Archive for the ‘Improv Performance’ Category
“Yes…and” isn’t always your friend in business
Improvisers are trained to accept other players’ offers so scenes can move forward. In fact, it’s nearly impossible for an improvised performance to succeed unless the actors say “yes” to others’ contributions “and” extend or heighten those offers.
In negotiations of all types, and especially in a business context, part of the battle for victory hinges on establishing the reality you’re discussing. As a writer, I have to place a value on my services and the benefits they bring to my clients. A potential client who’s interested in getting the best service at the lowest possible price could point out that they are a new company acquiring lots of content, so they aren’t in a position to pay me what I think I deserve. The “Yes…and” approach pushes me to accept what they’ve said as truth and take the contract as offered. The problem is that I’m not in a scene meant to entertain an audience — I’m in a negotiation over whether I get paid what I deserve. Many factors influence the decision, such as whether I’m bored or need the work, but in the end I have to live with the consequences of my choice. Accepting less than I’m worth drives down my value and, worse, my self-perceived value.
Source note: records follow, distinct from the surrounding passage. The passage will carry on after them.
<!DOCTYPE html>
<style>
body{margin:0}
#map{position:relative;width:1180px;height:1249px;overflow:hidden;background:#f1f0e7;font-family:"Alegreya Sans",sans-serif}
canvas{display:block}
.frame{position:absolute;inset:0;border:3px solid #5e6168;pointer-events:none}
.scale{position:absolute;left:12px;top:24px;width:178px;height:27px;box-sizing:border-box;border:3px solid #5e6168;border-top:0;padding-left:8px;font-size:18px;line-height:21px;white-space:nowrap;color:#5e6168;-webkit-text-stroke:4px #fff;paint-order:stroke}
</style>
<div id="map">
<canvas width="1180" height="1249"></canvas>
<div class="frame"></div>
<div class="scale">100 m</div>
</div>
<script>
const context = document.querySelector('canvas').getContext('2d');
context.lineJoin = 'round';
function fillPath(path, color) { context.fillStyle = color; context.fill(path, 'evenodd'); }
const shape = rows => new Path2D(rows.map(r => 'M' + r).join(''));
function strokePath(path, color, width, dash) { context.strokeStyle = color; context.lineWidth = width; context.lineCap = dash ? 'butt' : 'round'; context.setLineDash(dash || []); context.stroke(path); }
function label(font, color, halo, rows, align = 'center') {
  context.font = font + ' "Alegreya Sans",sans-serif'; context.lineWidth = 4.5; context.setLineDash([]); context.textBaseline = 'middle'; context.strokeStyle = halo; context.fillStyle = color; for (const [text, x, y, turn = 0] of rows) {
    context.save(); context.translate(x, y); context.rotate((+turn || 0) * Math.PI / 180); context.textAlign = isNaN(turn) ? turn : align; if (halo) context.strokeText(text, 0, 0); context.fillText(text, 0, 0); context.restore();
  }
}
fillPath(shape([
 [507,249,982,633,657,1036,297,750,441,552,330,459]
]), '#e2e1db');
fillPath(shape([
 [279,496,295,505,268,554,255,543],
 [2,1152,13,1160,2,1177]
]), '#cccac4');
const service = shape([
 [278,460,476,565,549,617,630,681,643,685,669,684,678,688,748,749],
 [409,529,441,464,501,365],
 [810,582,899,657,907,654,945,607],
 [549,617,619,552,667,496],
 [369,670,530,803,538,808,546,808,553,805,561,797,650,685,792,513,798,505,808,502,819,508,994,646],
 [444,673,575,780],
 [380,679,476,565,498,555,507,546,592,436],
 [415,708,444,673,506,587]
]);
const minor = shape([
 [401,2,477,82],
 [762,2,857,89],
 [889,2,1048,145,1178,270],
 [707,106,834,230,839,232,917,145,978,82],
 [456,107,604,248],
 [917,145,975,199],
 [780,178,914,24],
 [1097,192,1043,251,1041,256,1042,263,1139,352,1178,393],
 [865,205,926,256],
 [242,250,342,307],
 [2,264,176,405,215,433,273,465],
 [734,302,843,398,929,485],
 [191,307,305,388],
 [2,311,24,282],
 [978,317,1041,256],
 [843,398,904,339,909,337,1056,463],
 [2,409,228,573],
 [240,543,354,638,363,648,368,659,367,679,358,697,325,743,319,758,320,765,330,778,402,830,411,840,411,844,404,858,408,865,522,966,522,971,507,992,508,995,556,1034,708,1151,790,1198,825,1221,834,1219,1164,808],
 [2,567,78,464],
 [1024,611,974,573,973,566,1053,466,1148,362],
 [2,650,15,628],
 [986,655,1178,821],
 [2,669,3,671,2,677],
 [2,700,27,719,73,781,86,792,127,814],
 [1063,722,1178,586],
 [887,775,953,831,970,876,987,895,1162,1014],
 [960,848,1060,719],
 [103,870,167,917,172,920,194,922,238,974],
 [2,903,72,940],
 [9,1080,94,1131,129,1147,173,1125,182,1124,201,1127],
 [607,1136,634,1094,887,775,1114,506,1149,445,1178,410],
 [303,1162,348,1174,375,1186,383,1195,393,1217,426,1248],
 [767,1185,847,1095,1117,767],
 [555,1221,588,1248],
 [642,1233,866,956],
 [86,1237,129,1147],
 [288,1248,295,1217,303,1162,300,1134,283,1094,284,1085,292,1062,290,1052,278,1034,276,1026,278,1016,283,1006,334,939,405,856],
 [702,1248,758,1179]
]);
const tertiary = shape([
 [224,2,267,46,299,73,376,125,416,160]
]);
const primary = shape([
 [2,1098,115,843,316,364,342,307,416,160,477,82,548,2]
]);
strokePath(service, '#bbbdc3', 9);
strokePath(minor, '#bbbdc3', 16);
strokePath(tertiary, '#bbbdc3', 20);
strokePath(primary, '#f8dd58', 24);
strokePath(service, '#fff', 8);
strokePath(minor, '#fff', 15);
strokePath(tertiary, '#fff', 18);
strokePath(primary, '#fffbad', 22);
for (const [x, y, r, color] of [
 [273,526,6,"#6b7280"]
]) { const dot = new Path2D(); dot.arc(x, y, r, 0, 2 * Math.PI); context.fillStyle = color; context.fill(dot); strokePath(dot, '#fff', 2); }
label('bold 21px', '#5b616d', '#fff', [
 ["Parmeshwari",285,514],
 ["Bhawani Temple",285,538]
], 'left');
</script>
Unless the situation is dire, you shouldn’t bend to the version of reality they’ve put forth.
You should also watch out for internal battles at a company, even one where you’ve worked for a while and established a trusting relationship with your colleagues. Your co-workers might misunderstand a situation or, if you’re competing for a promotion or assignment, want to influence how a situation is perceived. “Yes…and” can be a weakness others exploit. It’s tough to maintain a proper balance between acceptance and skepticism, but it’s worth the effort to try.
Dialogue and Cooperative Play
Success at improv and business requires the clear communication of ideas and a willingness to incorporate others’ contributions into your work. This interchange doesn’t just happen verbally…among architects, this type of exchange happens on paper. In an opinion piece published in the September 2, 2012 New York Times, architect and Princeton professor (emeritus) Michael Graves wrote about an unspoken dialogue he had with a colleague during a boring faculty meeting:
While we didn’t speak, we were engaged in a dialogue over this plan and we understood each other perfectly. I suppose that you could have a debate like that with words, but it would have been entirely different. Our game was not about winners or losers, but about a shared language. We had a genuine love for making this drawing. There was an insistence, by the act of drawing, that the composition would stay open, that the speculation would stay “wet” in the sense of a painting. Our plan was without scale and we could as easily have been drawing a domestic building as a portion of a city. It was the act of drawing that allowed us to speculate.
Players from the ComedySportz Portland improv group love the game of Paper Telephone. The idea is that you write a starting line at the top of a piece of paper, then pass it to a friend. Your friend reads the first line, writes a second line, and then folds the paper so only the most recent line is visible. You continue passing the paper around until there’s no more room, then unfold the paper and read the story. A fun variation is to have as many pieces of paper as there are players so you get lots of stories. The results are often hilarious and the similarities among stories can be eerie.
If you haven’t played Paper Telephone, you might have written stories with a friend, trading off after every paragraph. I’ve found this method works well for developing business presentations. Sit down with two or three of your colleagues and take turns telling a story or building an outline one line at a time. Don’t worry about coherence or order yet — all you want to do is get the information down so you can revise it later. This type of cooperative play helps you get beyond the creative person’s nightmare: a blank page.
Connections and Revelations
Del Close, the legendary improv director, once said: “Where do the best laughs come from? Terrific
connections made intellectually or terrific revelations made emotionally.”
A well-rounded player can take both approaches, but so many players rely on one approach to the exclusion of the other. I’m definitely on the intellectual side of that equation. For many years, I didn’t pay much attention to how I (or my character) felt about what happened in scenes. Instead, I focused on the “what” of the scene and tried to explore it instead of the character interactions. I’ve definitely become a more successful player, both as an individual and as part of a group, now that I’ve added some emotional range to my work.
Other performers I’ve worked with focus so much on emotional connections that they ignore the substance of the scene. Not reacting to an offer to explore the “what” of the scene is just as much of a denial as my reluctance to engage on an emotional level.
You’ll often run into the same split in business environments. Many executives disdain the emotional side of decision-making and choose to focus on the numbers. I think most of this approach is due to the fear that allowing emotions to affect them implies they can be manipulated. Marketing and sales professionals try to get their customers to engage emotionally, so their approach is often at odds with those of their technical and executive teams.
What’s the best combination of emotion and number sense? There’s no set formula, just experience and the intangible ability to judge which moves to make. Just be ready to meet your team members on their own ground every now and then.